Check out an IPRH Lecture by Susan Lederer: "The Living and the Dead: Anatomy and the State in Twentieth-Century America" on October 3, 2017 at 4:00 p.m. in the IPRH Lecture Hall, Levis Faculty Center, Fourth Floor (919 West Illinois Street, Urbana, IL). Organized by the Medical Humanities Research Cluster, with support from the Carle-Illinois College of Medicine and the Lemann Institute for Brazilian Studies, supported by IPRH.
In the 1950s, American medical schools reluctantly embarked on a novel solution to obtain sufficient human anatomical material for research and education.
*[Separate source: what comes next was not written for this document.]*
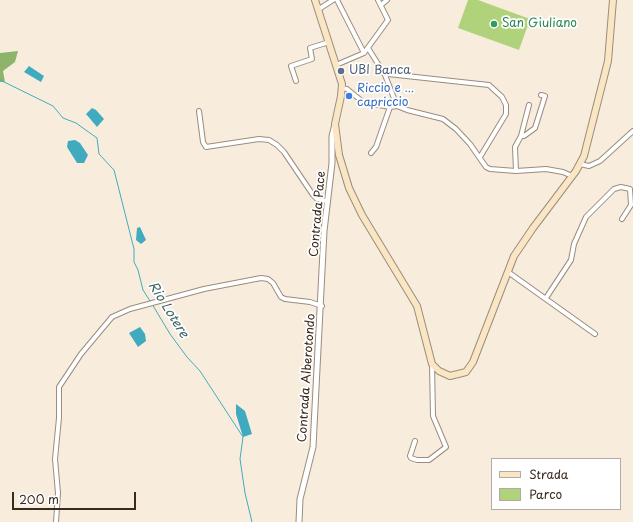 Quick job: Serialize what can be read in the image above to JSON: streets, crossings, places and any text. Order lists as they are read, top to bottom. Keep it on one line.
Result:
{"streets":{"street":["Contrada Pace","Contrada Alberotondo"]},"crossings":[["Contrada Pace","Contrada Alberotondo"]],"water":["Rio Lotere"],"places":["San Giuliano","UBI Banca","Riccio e ... capriccio"],"legend":["Strada","Parco"],"scale_bar":"200 m"}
Rather than relying on so-called anatomy acts that rendered the bodies of the indigent and unclaimed dead available for dissection, medical institutions created programs in which the living could “donate their bodies to science” after their deaths. In California, the new body donor program at UCLA was so successful that the Anatomy Department announced a temporary “moratorium” on accepting any more bequests because they were so overwhelmed with potential donors. This talk examines this development in the history of anatomy, and considers why and how anatomical gifting attracted so much support at mid-century.
Susan E. Lederer, Ph.D. is the Robert Turell Professor of the History of Medicine and Bioethics at the University of Wisconsin School of Medicine and Public Health. Her books include Subjected to Science: Human Experimentation in America Before the Second World War (Johns Hopkins University Press, 1995); Frankenstein: Penetrating the Secrets of Nature (Rutgers University Press, 2002), and Flesh and Blood: A Cultural History of Transplantation and Transfusion in Twentieth-Century America (Oxford University Press, 2008). She is currently working on the history of willed body programs in the United States.